Pretty Curved Privacy Changelog

What's new in Pretty Curved Privacy 0.2.0

Feb 5, 2014
  • ED25519 and Curve25519 keys are now generated separately (previously they were generated from one random seed, the curve had been derived from the ed key).
  • To encrypt the secret keys, we're now using a key derived from the user passphrase generated using the scrypt() function, incorporated from tarsnap via scrypt-1.1.6.
  • The "derived pcp key" feature has been dropped.
  • Encrypted file format/scheme changed. Previously I included the sender's key-id with the encrypted cipher as a hash. So, encrypted message do no more contain pk material.
  • Changed signature scheme completely. Binary signature follow the pbp scheme: calculate blake2 hash of the content, sign the hash, write out original content, add "\nnacl-", add the signature, add the hash. Armored signatures are calculated the same way but output follows the pgp scheme instead.
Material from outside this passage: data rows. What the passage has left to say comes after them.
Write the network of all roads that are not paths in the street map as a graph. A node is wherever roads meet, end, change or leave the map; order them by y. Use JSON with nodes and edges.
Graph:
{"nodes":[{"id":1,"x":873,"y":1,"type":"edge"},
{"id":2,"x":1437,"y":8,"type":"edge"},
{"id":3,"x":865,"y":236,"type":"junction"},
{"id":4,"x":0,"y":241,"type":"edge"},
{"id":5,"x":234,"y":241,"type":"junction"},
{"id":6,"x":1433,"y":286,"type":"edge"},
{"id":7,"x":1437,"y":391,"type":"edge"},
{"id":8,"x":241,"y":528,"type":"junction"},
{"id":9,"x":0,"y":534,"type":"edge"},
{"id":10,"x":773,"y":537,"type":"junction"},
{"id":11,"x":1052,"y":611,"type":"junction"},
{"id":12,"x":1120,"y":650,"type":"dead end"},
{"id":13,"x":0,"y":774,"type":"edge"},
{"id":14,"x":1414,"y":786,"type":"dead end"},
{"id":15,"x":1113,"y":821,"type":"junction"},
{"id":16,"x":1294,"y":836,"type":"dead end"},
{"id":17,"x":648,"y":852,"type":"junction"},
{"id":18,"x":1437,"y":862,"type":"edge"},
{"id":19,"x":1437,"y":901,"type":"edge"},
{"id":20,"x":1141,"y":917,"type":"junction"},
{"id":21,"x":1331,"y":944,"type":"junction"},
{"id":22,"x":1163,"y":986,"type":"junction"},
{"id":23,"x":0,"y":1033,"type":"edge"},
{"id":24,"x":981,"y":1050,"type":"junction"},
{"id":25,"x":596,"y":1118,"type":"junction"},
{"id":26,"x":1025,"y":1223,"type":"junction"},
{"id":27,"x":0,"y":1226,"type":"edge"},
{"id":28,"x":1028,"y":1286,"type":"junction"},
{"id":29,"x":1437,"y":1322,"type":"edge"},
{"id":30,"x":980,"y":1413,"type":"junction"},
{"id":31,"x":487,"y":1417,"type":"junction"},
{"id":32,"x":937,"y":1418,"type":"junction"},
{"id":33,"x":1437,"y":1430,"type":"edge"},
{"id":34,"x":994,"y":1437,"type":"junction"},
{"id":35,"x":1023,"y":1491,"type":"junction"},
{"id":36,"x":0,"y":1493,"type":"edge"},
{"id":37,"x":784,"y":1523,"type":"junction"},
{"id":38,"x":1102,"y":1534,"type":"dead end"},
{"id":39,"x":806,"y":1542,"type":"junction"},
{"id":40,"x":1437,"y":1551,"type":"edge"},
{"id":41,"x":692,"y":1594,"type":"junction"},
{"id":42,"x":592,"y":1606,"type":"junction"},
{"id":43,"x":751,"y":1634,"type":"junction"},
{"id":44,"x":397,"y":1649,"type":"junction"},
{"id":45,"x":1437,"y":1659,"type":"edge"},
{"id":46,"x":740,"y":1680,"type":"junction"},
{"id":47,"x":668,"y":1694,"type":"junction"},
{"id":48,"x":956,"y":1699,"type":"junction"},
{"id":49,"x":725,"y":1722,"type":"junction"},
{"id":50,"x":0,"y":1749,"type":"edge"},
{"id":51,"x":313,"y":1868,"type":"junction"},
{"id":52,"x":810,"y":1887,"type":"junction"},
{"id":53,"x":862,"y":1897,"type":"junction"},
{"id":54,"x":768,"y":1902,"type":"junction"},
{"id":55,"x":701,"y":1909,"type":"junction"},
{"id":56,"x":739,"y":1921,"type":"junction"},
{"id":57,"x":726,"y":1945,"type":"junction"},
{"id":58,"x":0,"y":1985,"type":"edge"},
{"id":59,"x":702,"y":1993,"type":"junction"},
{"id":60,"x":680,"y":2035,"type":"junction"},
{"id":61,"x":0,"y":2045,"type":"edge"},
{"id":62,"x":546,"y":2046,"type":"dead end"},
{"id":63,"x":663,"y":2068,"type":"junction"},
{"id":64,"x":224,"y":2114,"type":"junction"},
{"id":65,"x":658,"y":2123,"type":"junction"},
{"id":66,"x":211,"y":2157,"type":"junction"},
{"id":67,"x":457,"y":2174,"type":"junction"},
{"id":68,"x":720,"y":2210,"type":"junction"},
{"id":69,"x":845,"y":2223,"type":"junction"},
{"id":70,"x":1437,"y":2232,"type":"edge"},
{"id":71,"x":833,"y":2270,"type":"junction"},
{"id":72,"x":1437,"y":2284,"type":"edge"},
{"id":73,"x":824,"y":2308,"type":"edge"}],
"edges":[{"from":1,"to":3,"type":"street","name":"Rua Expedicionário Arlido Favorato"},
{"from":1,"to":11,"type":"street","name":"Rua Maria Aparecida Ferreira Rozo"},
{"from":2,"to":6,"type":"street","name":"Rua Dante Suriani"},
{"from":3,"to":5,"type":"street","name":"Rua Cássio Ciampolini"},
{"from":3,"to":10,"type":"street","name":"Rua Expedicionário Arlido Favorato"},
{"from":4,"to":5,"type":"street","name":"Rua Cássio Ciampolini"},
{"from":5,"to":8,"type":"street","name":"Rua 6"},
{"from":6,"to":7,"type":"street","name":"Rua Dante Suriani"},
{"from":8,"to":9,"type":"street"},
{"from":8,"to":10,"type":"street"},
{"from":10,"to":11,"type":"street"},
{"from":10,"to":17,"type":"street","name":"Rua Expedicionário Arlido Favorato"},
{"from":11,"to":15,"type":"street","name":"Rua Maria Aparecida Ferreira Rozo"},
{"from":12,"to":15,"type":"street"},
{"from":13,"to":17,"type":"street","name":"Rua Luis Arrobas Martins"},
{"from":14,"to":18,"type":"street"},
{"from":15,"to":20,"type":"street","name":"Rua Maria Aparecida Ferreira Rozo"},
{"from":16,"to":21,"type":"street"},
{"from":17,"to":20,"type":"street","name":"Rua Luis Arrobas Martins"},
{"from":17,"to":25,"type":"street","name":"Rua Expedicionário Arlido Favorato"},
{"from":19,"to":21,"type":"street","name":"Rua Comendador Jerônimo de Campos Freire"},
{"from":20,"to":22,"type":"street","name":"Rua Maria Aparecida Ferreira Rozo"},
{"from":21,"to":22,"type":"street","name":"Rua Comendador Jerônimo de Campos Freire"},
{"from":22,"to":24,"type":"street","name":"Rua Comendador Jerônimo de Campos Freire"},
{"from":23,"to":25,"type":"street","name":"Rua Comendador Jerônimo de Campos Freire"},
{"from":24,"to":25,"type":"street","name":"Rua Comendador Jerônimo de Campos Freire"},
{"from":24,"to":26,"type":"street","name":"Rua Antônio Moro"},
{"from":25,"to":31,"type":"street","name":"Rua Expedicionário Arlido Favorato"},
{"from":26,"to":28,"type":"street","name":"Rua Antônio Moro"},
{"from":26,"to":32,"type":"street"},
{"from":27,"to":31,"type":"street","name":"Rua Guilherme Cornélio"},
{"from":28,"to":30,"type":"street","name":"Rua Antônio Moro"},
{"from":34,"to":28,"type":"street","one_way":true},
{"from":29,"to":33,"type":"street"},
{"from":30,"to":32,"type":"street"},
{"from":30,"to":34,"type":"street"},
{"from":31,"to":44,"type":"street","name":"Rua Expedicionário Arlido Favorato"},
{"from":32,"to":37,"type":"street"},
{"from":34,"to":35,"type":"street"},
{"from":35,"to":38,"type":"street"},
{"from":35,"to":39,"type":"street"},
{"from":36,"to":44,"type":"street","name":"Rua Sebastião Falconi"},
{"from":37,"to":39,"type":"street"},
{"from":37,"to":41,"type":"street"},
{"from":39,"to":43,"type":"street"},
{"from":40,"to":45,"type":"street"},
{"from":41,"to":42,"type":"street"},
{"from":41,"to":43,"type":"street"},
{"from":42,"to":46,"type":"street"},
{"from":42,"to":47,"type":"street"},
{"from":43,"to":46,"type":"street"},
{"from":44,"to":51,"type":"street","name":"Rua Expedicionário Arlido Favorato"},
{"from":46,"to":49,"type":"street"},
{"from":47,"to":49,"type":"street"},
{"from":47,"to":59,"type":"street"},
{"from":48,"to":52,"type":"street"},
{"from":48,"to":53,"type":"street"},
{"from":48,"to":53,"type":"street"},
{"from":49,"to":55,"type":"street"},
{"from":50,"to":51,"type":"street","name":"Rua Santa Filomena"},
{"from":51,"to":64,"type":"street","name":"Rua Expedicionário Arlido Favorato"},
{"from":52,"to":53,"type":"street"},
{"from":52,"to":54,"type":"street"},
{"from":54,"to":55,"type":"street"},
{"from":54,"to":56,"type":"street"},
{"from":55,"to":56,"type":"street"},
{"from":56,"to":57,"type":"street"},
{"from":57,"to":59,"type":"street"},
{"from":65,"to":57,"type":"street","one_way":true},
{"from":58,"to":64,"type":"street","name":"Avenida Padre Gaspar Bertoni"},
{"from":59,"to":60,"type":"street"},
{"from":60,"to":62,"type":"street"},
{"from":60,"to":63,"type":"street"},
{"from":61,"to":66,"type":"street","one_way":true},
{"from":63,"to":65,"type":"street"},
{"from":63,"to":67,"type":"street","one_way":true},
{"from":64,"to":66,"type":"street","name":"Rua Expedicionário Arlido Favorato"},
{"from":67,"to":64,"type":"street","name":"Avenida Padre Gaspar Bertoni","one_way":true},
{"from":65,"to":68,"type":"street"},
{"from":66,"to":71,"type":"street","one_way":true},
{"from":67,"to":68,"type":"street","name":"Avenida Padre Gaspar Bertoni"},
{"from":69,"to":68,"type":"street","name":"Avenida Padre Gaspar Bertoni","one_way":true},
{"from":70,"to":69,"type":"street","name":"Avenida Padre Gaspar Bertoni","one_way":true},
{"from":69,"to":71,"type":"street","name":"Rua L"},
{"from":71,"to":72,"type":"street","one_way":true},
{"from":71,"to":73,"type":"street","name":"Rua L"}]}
  • Detached signatures are still supported as before, for the user everything with them is as known, but the commandline option -f (--sigfile) have to be applied. Internally, however, inputs will be read in 32k blockwise as well. Detached signatures are now z85 encoded always.
  • Now you can also crypt+sign files with pcp1. Signatures of encrypted files are always binary appended as is, no offset designator. This leads to a couple of problems which need to be solved somehow in the future: recipient doesn't know whether to decrypt the file or to decrypt and verify it. Also it's unclear how to behave if decryption works but the signature doesn't verify. Currently pcp1 failes in this case, but leaves the decrypted result on disk.
  • The default encryption mode with pcp (and pbp as of this writing) is ECB. Each 32k block is encrypted independently. While ECB is generally a bad choice, the 32k blocksize compensates for it. However, just to have to option, if we decide to use CBC instead, I already implemented it. It must be enabled at compile time with ./configure --enable-cbc. CBC mode in PCP uses a blocksize of 1k.
  • Added PBP public key import and export compatibility (untested against pbp yet), use -b when exporting a public key, or when importing one.